It should serve as no surprise that school district superintendents are not somehow universally amazing people. Like any population, there will be good ones and bad ones. All of that being said, it seems that the COVID-19 pandemic has been particularly good at highlighting just how bad at the job, not to mention at public relations, some superintendents can be. The most useful example of this came from Georgia, where a school district suspended, then un-suspended, students for posting pictures of just how badly their schools were failing at managing bringing students back during the pandemic.

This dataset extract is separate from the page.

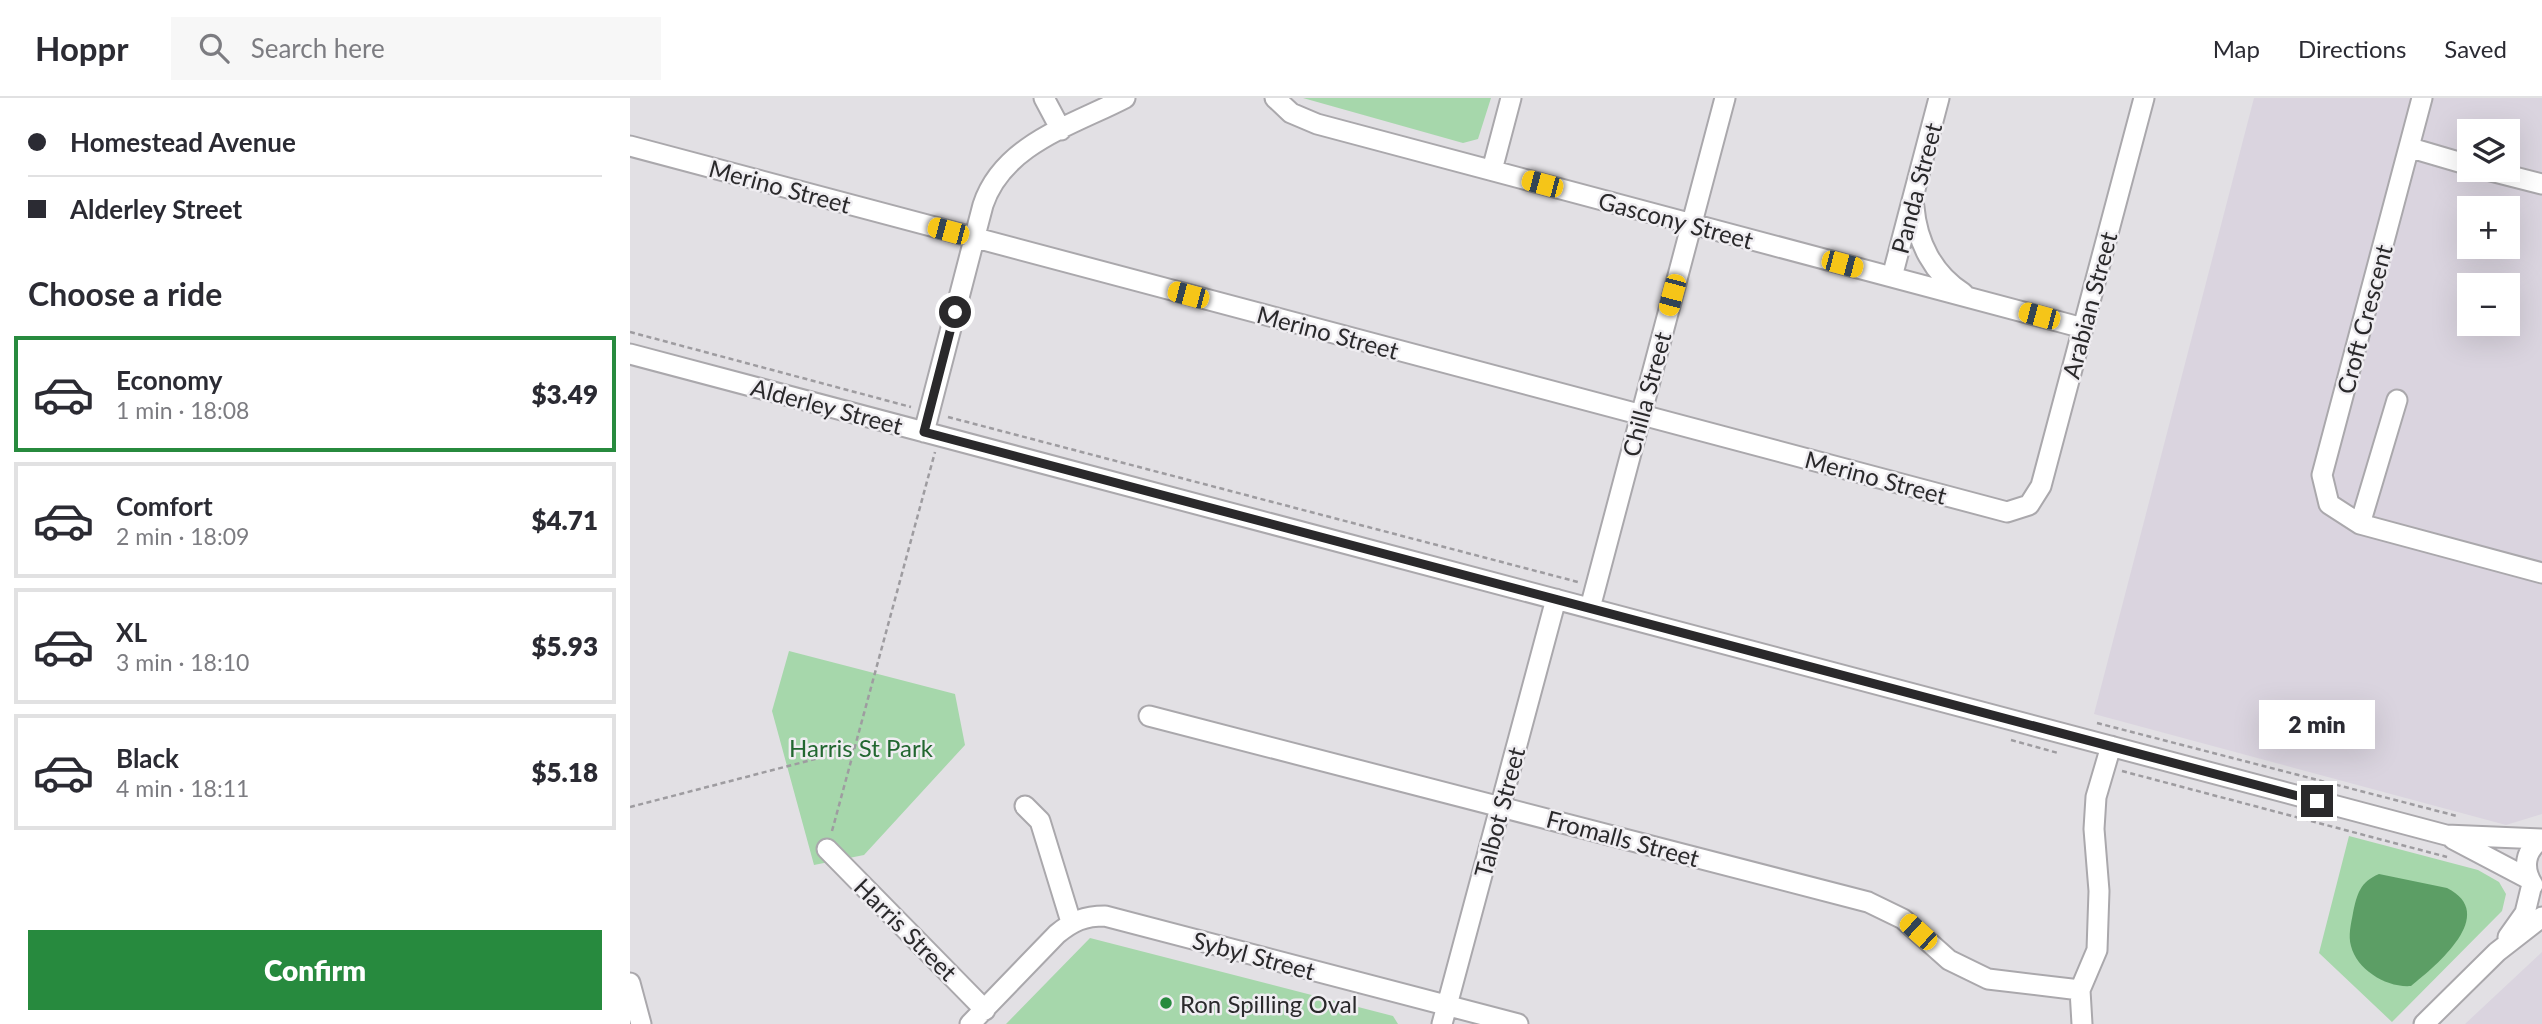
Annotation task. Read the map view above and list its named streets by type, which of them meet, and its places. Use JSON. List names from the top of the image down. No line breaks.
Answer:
{"streets":{"street":["Merino Street","Panda Street","Gascony Street","Arabian Street","Croft Crescent","Chilla Street","Alderley Street","Talbot Street","Fromalls Street","Harris Street","Sybyl Street"]},"crossings":[["Merino Street","Arabian Street"],["Merino Street","Chilla Street"],["Panda Street","Gascony Street"],["Gascony Street","Arabian Street"],["Gascony Street","Chilla Street"],["Chilla Street","Alderley Street"],["Alderley Street","Talbot Street"],["Talbot Street","Fromalls Street"],["Talbot Street","Sybyl Street"]],"parks":["Harris St Park"],"places":["Ron Spilling Oval"],"page":{"header":"Hoppr","search":"Search here","nav":["Map","Directions","Saved"],"banner":["Homestead Avenue","Alderley Street"],"map_buttons":["+","−"],"heading":"Choose a ride","list":[{"name":"Economy","note":"1 min · 18:08","value":"$3.49"},{"name":"Comfort","note":"2 min · 18:09","value":"$4.71"},{"name":"XL","note":"3 min · 18:10","value":"$5.93"},{"name":"Black","note":"4 min · 18:11","value":"$5.18"}],"bubble":"2 min","buttons":"Confirm"}}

But a more recent example comes to us from — checks notes — huh, my hometown of Elmhurst, Illinois. Dave Moyer, the superintendent for the Elmhurst public schools, kicked up a local shit-storm for himself a couple of weeks ago when he decided to have an exchange with a revered teacher in his district over the use of masks by teachers.

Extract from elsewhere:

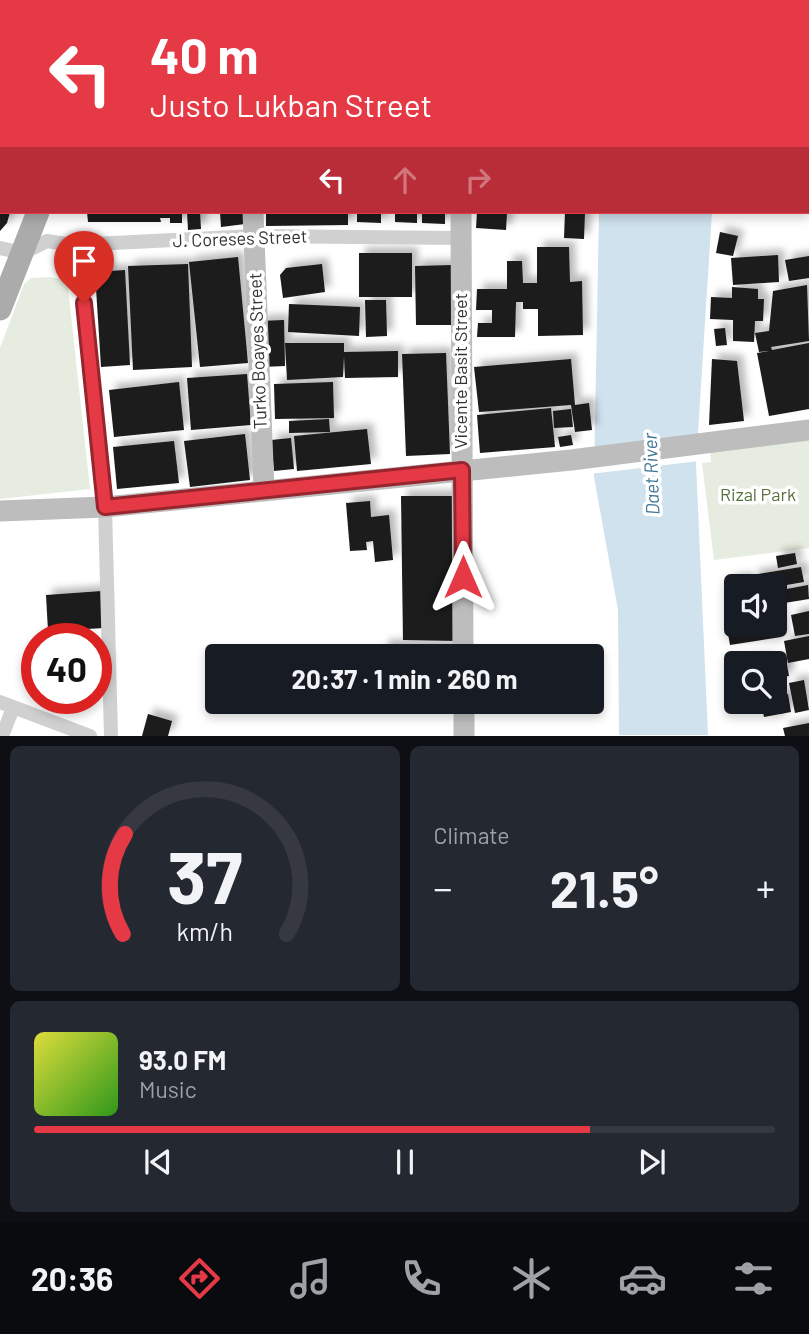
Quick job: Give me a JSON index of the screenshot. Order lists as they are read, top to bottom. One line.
{"streets":{"main road":["Turko Boayes Street","Vicente Basit Street"],"street":["J. Coreses Street"]},"crossings":[["J. Coreses Street","Turko Boayes Street"],["J. Coreses Street","Vicente Basit Street"]],"water":["Daet River"],"parks":["Rizal Park"],"page":{"turn":["40 m","Justo Lukban Street"],"limit":"40","trip":"20:37 · 1 min · 260 m","tile":"Climate","heat":["−","21.5°","+"],"song":["93.0 FM","Music"],"tabs":"20:36","gauge":["37","km/h"]}}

Last week, District 205 technology teacher Jennifer Leban tweeted, “Maybe I’m in the minority here, but I feel like parents would much rather have teachers talking to students via Zoom WITHOUT masks on instead of WITH… Seems like an obvious choice?”

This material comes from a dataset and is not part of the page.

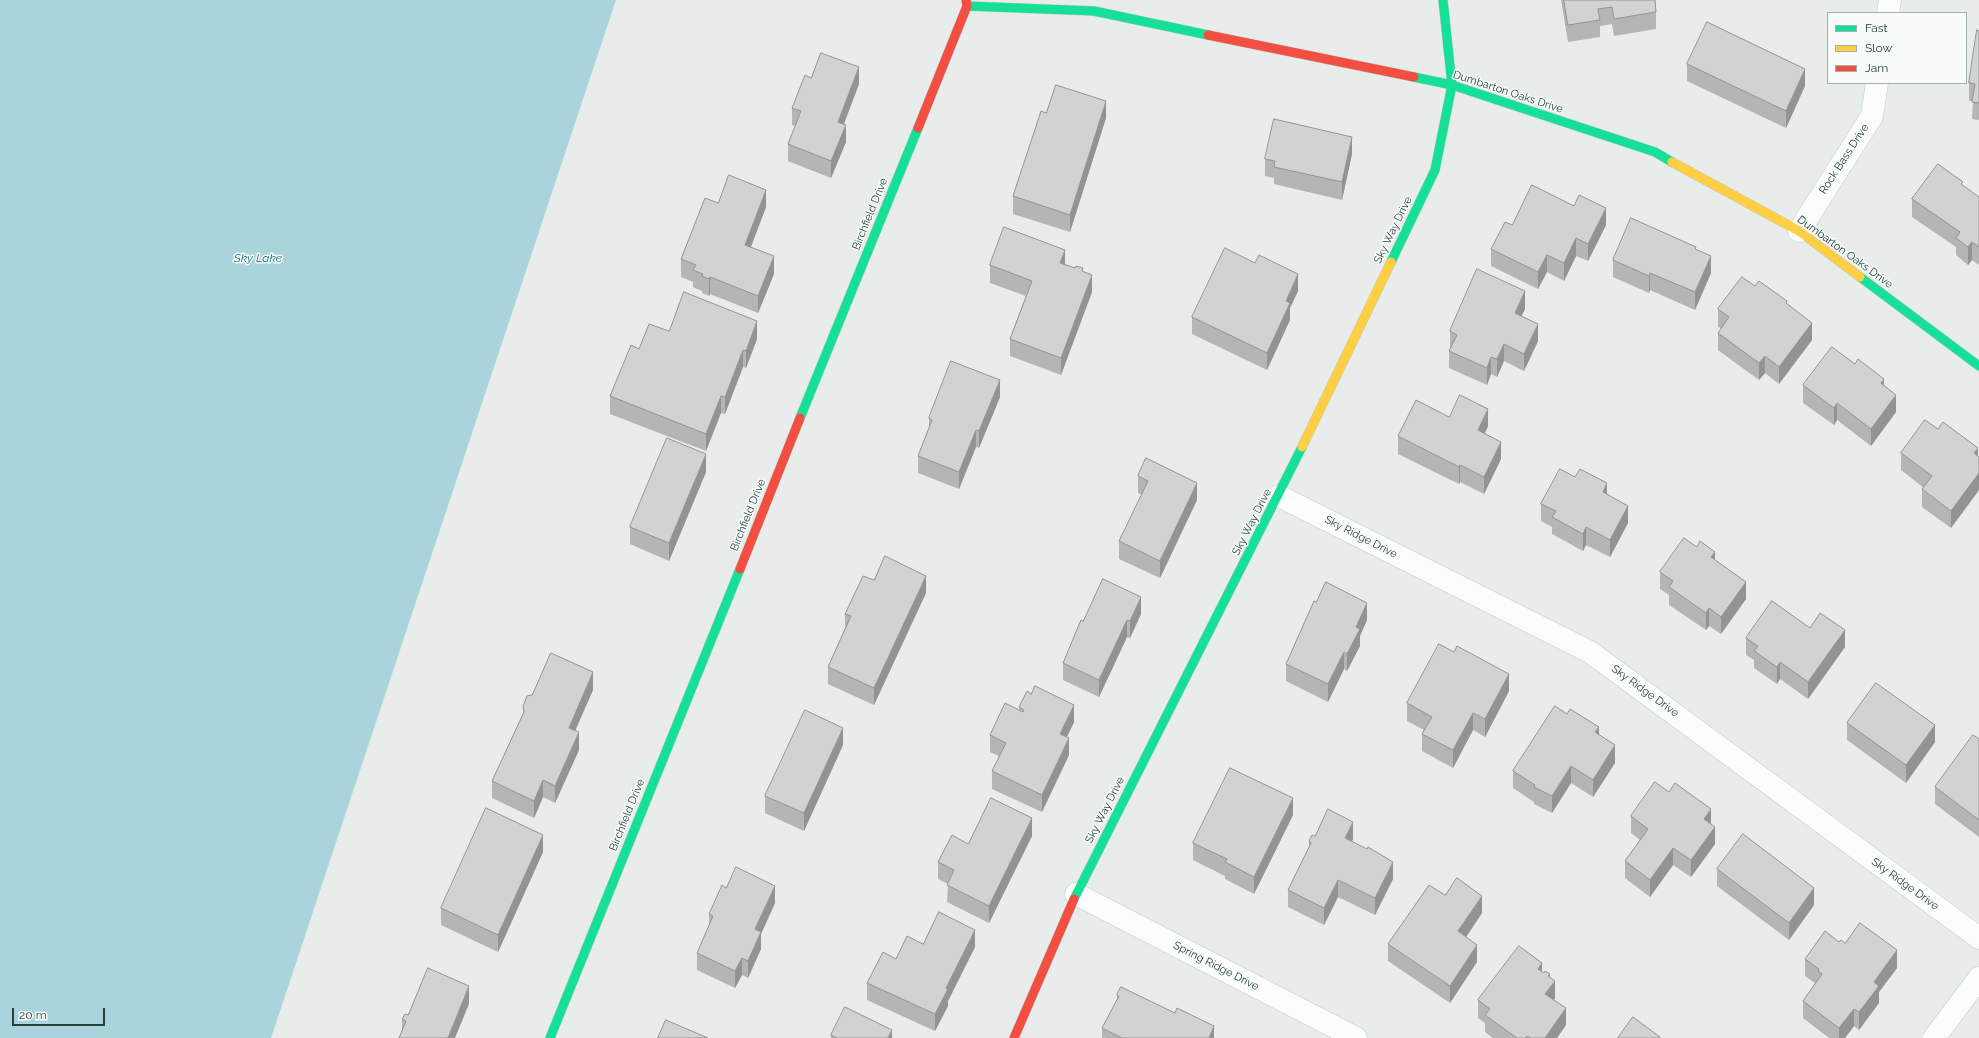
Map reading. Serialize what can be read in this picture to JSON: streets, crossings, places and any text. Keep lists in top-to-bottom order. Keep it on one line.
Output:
{"streets":{"street":["Dumbarton Oaks Drive","Rock Bass Drive","Birchfield Drive","Sky Way Drive","Sky Ridge Drive","Spring Ridge Drive"]},"crossings":[["Dumbarton Oaks Drive","Rock Bass Drive"],["Dumbarton Oaks Drive","Birchfield Drive"],["Dumbarton Oaks Drive","Sky Way Drive"],["Sky Way Drive","Sky Ridge Drive"],["Sky Way Drive","Spring Ridge Drive"]],"water":["Sky Lake"],"legend":["Fast","Slow","Jam"],"scale_bar":"20 m"}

Moyer responded, “Then take your mask off.”
But Leban, a 2020 Illinois Teacher of the Year finalist, said she does not have her own room, so state regulations bar her from taking off her mask.
For context, while new case counts have been dropping across much of the country, the same is not true for the Midwest. Here in Illinois specifically, new cases have been on the rise since July, including a breathtaking day mere weeks after Moyer’s suggestion that a teacher remove her mask where the state saw nearly six thousand new cases get reported. Leban, by the way, is immunocompromised, making Moyer’s suggestion that she simply remove her mask all the more idiotic. She presented the district with a doctor’s note that recommended she get a remote placement, for which there are some slots in the district, but that request was denied without explanation.
Others, of course, saw the Twitter exchange as well.
In the Twitter discussion, Kim Gwizdala, an English teacher from Glenbard West High School, said it was “absolutely wild to me that your own superintendent would suggest a thing when it is in direct violation with health guidelines and science.”
Moyer took exception to that comment.
“Excuse me. The attorneys have indicated that the interpretation from the State is as follows: Teachers can take their mask off when they are in their rooms by themselves facilitating remote learning. Get your facts straight before you pontificate.”
To Leban, he wrote, “Your entire media center isn’t good enough? OK then.”
Shortly after that, for reasons that should be obvious, Moyer deleted several of those tweets. No public apology came, however. Also, as parents began jumping into the conversation, Moyer chose to block them on Twitter, even though his account is that of the school district’s website, not a personal account. It’s worth noting here that the courts recently ruled that Donald Trump, as a public official, could not block the public from his official account because his control over the account and his status as a public official made that specific space a public forum. Why Moyer’s account, tied to the district’s website, should be any different is anyone’s guess.
In a Twitter discussion last week about an Elmhurst teacher’s position on masks, Alicia Duell, the director of technology and information services at Wheeling School District 21, said Moyer blocked her from his Twitter account. An Elmhurst resident, Duell noted Moyer was the superintendent of her children’s school district.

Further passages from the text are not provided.